Frostresistente Stiefmütterchen

Stiefmütterchen

Frostresistente Stiefmütterchen

Bei mildem Wetter öffnet das frostresistente Garten-Stiefmütterchen jetzt die ersten frischen Blüten. Im Herbst gepflanzt, erstreckt sich seine Blühdauer mit einer Pause im Winter bis ins späte Frühjahr.

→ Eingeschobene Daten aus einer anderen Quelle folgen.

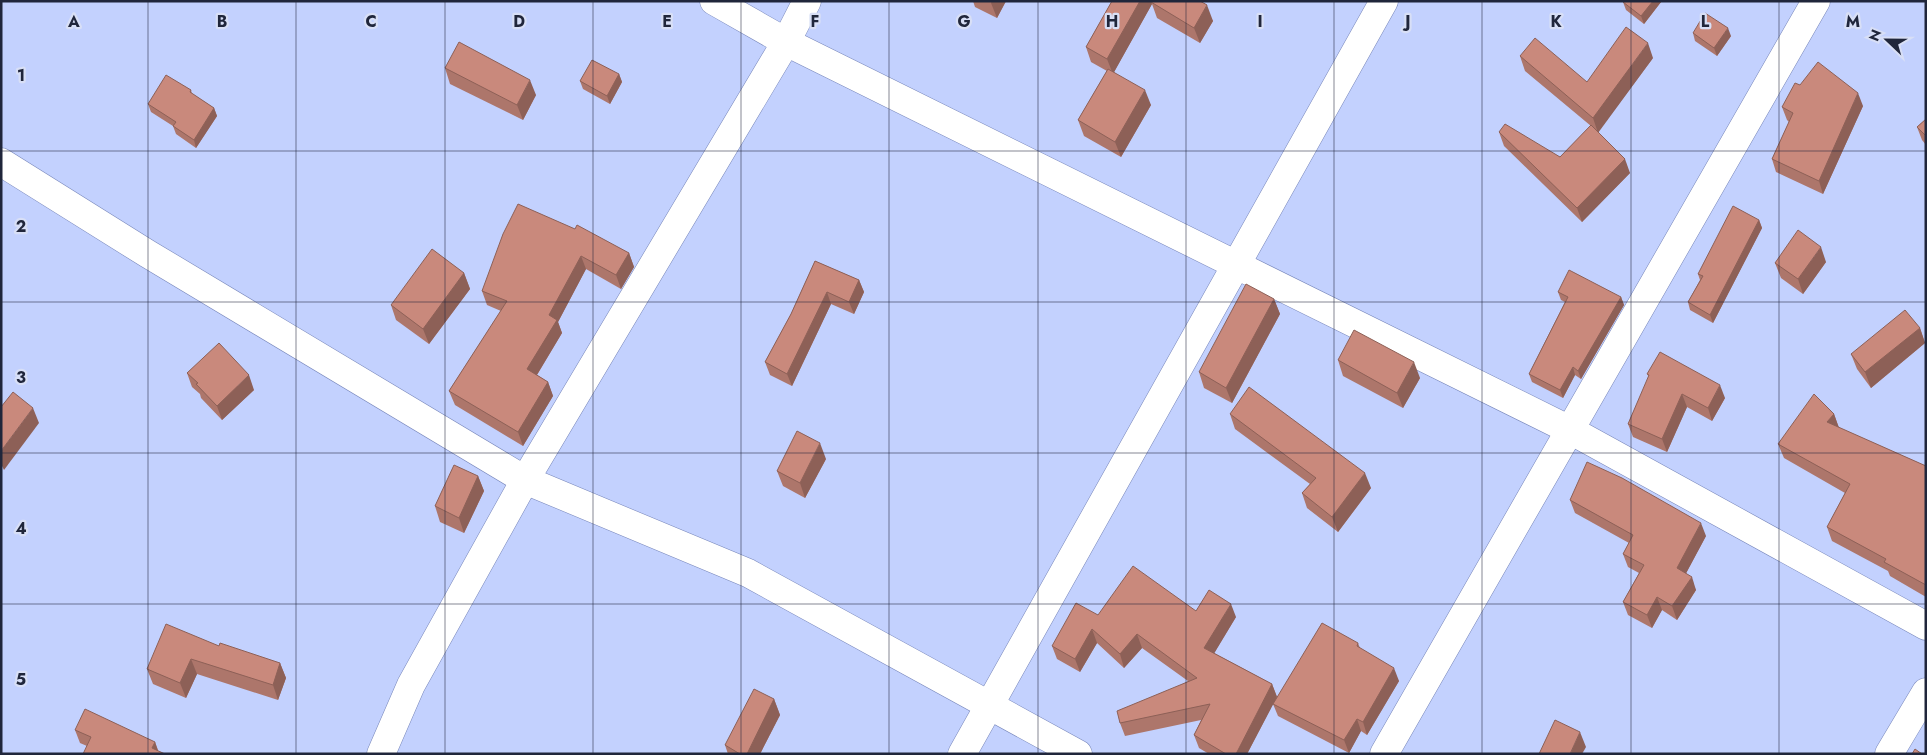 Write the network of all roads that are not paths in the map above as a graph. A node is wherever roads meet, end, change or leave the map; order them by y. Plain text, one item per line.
1 (714, 1) edge
2 (807, 1) edge
3 (1384, 1) edge
4 (1816, 1) edge
5 (786, 42) junction
6 (1, 162) edge
7 (1235, 265) junction
8 (1570, 430) junction
9 (525, 480) junction
10 (1926, 626) edge
11 (1926, 692) edge
12 (990, 705) junction
13 (381, 754) edge
14 (962, 754) edge
15 (1078, 754) edge
16 (1384, 754) edge
17 (1889, 754) edge

1 - 5 street
2 - 5 street
3 - 7 street
4 - 8 street
5 - 7 street
5 - 9 street
6 - 9 street
7 - 8 street
7 - 12 street
8 - 10 street
8 - 16 street
9 - 12 street
9 - 13 street
11 - 17 street
12 - 14 street
12 - 15 street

Kein Grund zur Sorge sind eingerollte Blätter bei strengem Frost: Sobald es milder wird, glätten sie sich wieder. Schnee darf man ruhig auf den Stiefmütterchen liegen lassen, da er wie eine wärmende Decke wirkt. Während Kälte und Frost der zweijährigen Pflanze nichts anhaben können, reagieren Stiefmütterchen hingegen empfindlich auf Nässe. Deshalb stellt man die Töpfe am besten an einem regengeschützten Platz auf. Hierbei sollte man jedoch beachten, dass die Erde nicht austrocknet.

Damit die hübschen Topfblüher gut ins neue Jahr starten und um die Blühdauer zu verlängern, benötigen sie etwas Pflege: Welke Blütenstiele zupft man vorsichtig ab oder schneidet sie heraus. Auch beschädigte oder verdorrte Blätter sollten regelmässig entfernt werden. Das hält die kleinen Blühwunder gesund und fördert die Bildung immer neuer Knospen.

Neben den im Herbst angebotenen spätblühenden Pflanzen bekommt man Stiefmütterchen auch für die Frühjahrspflanzung. Diese werden in frostfreien Gewächshäusern kultiviert und sind nicht winterhart. Deshalb sollten vorgetriebene Stiefmütterchen erst ab Mitte März in Töpfe oder Kisten gepflanzt werden.